Title: Macrocosm: the Surface Creatures
Author: Anonymous
Notes: Taken from Return Fire vol.5 chap.1, autumn 2017. PDFs of Return Fire and related publications can be read, downloaded and printed by visiting returnfire.noblogs.org or emailing returnfire@riseup.net

Once upon a time an old country was scraped down to its bones while a new country was fashioned from the scraps of other ones from across the seas. Square fields and then square lawns held everything anyone could possibly want, and much more. Within only a few hundred years, vast stretches of artificial lighting would make the night sky safe: Nothing slithers, nothing crawls under here!

And yet not everyone handled the transition well, then or now. What was the meaning of a life spent in squares? Some fell ill, in various ways, and called out for help.

But the medicine people were long gone by then. Called alternately or overlappingly traditional healers, shamans, wortcunners (knowers of herbs), midwives, wise women, witches and other things depending on language and tradition, these were the wild ones who dwelt beyond village and hedgerow, at the edges of jungles and mountain hollows. Their conceptions of the world included nuanced sound and odor, creatures above and below, portals inner and outer. Their medicines came from stone and root and flower and meal and touch and prayer.

Naturally the medicine people were some of the first to be suppressed, as always, no matter the continent.

And so new kinds of medicine people had to be developed in the new country, the kind who could think in squares, to stitch together the people’s minds and hearts. The first psychologists formed an abstract mental medicine they called New Thought. Inharmonious thoughts, they said, were the source of all disease. This was in line with the dominant religious sects of the time, so New Thought looked a lot like old Calvinism [ed. – see Return Fire vol.4 pg23]. In either case, emotional spontaneity of any kind was extremely suspect.

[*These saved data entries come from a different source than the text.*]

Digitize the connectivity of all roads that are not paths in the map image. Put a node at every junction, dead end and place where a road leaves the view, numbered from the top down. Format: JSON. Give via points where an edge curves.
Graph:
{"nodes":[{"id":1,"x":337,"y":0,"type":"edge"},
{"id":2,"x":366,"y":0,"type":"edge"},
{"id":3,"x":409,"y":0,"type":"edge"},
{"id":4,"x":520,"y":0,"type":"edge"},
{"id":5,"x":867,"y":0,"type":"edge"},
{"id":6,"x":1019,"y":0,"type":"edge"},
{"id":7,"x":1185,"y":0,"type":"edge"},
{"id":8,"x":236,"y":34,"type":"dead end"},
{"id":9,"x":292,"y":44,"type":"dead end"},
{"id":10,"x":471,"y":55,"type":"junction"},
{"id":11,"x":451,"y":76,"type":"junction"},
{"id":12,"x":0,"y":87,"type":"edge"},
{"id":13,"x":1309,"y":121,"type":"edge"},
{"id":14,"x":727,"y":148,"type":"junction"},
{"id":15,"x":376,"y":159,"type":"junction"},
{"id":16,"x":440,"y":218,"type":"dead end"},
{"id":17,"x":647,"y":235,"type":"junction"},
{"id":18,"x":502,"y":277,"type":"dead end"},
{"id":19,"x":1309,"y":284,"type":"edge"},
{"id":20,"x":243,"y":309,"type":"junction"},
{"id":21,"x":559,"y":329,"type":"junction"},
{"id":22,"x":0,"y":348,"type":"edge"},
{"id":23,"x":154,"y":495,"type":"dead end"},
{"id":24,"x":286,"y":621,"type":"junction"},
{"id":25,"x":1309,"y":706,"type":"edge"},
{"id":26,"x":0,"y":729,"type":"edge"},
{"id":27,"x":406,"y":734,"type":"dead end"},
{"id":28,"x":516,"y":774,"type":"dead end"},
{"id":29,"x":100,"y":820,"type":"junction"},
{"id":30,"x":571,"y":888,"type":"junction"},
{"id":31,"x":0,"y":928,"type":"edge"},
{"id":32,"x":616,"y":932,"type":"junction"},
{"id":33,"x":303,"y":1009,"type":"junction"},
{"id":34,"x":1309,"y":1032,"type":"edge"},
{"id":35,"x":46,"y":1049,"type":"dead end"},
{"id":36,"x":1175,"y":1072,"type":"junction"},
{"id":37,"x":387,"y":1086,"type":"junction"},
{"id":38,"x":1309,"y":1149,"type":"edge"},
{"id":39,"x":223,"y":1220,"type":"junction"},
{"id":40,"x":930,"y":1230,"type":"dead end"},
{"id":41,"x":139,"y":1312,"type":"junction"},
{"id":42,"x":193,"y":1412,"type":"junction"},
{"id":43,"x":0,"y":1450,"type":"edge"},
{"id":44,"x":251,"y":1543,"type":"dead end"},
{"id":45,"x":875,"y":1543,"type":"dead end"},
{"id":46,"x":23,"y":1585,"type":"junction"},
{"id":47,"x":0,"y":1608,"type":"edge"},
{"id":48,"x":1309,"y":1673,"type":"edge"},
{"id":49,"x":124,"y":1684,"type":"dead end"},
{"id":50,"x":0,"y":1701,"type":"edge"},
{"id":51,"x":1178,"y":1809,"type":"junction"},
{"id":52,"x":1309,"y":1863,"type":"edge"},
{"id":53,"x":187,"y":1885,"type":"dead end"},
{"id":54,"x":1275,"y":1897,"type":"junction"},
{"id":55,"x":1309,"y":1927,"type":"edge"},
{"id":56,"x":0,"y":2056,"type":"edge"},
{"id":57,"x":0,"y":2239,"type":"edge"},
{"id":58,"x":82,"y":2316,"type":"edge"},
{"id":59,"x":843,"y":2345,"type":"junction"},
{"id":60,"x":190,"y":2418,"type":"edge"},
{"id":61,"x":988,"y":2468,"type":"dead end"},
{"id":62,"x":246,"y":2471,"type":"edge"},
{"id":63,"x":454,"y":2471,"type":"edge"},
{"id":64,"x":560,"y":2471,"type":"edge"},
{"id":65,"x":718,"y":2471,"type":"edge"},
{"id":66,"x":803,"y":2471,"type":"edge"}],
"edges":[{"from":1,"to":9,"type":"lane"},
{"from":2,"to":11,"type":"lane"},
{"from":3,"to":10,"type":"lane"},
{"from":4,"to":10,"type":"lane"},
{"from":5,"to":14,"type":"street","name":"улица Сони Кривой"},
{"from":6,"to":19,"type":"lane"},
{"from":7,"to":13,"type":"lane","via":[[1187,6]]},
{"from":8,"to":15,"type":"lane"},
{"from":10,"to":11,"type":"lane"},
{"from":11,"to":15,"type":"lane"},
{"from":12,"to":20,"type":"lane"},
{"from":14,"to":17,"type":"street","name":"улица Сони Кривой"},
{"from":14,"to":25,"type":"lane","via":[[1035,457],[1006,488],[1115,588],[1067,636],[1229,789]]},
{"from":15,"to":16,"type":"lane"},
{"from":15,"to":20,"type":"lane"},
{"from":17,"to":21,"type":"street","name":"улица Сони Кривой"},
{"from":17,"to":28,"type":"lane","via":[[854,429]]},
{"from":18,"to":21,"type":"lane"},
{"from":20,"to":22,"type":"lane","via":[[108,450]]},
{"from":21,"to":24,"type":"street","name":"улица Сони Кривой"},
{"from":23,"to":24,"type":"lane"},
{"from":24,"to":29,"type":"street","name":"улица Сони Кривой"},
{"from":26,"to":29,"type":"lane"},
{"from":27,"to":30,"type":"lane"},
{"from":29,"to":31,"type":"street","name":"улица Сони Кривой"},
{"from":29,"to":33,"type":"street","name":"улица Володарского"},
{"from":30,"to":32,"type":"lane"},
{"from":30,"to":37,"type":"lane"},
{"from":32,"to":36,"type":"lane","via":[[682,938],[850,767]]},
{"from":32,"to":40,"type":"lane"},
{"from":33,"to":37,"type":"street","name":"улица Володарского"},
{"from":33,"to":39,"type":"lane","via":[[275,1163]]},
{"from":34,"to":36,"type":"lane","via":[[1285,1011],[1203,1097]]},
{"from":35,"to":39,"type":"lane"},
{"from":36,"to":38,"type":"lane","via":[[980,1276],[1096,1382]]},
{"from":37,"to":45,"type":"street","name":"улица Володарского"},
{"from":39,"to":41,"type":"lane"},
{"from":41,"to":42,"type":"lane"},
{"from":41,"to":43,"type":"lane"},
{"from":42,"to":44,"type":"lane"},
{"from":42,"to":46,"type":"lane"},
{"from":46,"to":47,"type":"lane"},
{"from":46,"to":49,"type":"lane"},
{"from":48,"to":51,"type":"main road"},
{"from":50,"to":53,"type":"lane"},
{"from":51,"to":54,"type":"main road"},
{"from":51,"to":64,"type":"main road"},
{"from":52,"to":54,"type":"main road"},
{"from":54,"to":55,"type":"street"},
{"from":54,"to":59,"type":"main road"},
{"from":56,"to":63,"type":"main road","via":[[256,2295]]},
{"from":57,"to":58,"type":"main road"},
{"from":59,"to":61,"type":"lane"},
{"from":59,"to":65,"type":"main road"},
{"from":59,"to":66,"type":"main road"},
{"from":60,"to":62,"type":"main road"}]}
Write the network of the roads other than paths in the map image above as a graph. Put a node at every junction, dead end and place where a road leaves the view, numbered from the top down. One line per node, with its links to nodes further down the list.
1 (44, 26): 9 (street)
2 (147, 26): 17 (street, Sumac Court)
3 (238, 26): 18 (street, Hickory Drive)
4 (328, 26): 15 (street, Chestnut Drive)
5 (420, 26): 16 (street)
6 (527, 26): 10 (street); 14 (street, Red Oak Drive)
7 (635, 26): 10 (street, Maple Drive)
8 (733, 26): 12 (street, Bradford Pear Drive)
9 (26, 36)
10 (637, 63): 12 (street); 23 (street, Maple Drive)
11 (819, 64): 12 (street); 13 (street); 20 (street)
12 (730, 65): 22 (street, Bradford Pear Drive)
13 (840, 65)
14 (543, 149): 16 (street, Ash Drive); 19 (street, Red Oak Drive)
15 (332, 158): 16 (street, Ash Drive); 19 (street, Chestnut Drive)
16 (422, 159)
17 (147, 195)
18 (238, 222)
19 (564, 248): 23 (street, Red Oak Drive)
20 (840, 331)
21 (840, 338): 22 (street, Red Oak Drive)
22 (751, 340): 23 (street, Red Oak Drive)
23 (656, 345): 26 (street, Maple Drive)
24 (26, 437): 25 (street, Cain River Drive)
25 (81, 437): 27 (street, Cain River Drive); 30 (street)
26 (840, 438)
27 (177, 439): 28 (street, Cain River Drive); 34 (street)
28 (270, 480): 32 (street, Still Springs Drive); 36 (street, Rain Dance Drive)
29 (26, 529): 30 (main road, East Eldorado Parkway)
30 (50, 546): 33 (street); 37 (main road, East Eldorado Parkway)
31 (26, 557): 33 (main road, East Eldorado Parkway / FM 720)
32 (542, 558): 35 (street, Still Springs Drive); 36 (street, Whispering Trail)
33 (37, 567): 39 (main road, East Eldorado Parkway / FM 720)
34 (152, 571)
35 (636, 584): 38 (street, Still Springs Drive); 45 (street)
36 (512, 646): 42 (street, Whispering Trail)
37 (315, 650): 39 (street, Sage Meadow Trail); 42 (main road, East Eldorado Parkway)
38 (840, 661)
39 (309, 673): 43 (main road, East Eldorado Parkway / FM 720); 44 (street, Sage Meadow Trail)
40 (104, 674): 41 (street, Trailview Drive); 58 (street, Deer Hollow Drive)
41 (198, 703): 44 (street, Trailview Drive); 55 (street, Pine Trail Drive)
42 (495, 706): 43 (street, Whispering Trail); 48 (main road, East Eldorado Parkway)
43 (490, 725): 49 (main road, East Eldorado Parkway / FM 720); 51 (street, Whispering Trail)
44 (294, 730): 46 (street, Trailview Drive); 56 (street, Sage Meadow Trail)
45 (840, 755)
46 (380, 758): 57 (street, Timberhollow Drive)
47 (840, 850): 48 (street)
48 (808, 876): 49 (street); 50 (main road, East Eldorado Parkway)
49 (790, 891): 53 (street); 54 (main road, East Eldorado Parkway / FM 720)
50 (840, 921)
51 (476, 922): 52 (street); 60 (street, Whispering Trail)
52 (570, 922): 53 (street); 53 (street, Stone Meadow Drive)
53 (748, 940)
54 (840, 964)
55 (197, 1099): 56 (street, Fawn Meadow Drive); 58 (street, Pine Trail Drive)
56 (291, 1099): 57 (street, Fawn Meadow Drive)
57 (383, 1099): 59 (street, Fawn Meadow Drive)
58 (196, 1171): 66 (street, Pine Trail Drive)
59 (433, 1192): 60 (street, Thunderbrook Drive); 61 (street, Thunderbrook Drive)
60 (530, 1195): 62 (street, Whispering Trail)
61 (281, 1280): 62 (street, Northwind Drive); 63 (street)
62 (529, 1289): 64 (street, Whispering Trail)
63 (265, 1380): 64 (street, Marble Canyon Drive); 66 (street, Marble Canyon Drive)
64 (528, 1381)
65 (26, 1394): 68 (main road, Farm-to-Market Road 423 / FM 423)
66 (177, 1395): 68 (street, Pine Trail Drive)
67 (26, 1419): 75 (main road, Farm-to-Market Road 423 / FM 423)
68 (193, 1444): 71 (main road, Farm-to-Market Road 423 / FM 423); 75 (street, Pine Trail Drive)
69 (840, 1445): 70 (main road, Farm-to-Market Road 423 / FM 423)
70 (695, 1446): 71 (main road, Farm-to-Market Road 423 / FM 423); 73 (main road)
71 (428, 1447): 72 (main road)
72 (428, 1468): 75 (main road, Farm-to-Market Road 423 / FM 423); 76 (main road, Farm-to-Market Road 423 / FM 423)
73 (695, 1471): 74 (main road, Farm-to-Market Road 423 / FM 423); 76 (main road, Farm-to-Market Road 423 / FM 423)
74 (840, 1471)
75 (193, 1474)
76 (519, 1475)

The people themselves, then, were the source of their problems, not living in squares. To have healthy minds, they must think better thoughts. They must make their hearts small and predictable and ladylike.

The New Thought fad passed, but not its main features, which soon enough formed the backbone of what became known as the self-help and mental health fields . Herein one constantly examines one’s inner life for incorrect or negative thoughts and hedonistic emotional excesses, especially in the case of positive and cognitive-behavioral psychologies [ed. – see Return Fire vol.1 pg14]. In the popular culture, even cruder New Age-type tenets, in which bad things such as disease happen due to incorrect personal vision, still reign.

Chemically and/or mechanically suppressing negative thoughts and feelings has become almost a national religion, thus returning us full circle back to Calvinism. The poor are poor, for instance, because poverty is all they strive for. In this land every negative thought, feeling or circumstance is ultimately one’s own fault.

And so the people never did learn to fully touch or see their own grief, their anger over living in squares. There is no cultural container for a longing for the wild within and without. Strong emotions are supposed to play out on screens, not through bodies, unless they are bodies shown on screens.

This Imbolc[1] season let us begin to reclaim our wild interiors, our sadness, our anger, our irritability, our depression and disease and dis-ease. Let us start here in the long reclamation of the wilds without, knowing that refusal of grief and death refuses also sensuality and rebirth.

[1] ed. – Part of the Wheel of the Year annual cycle of festivals observed by some modern Celtic-inspired pagans; the first cross-quarter day following Midwinter (varying considerably in name and date depending on the group celebrating it).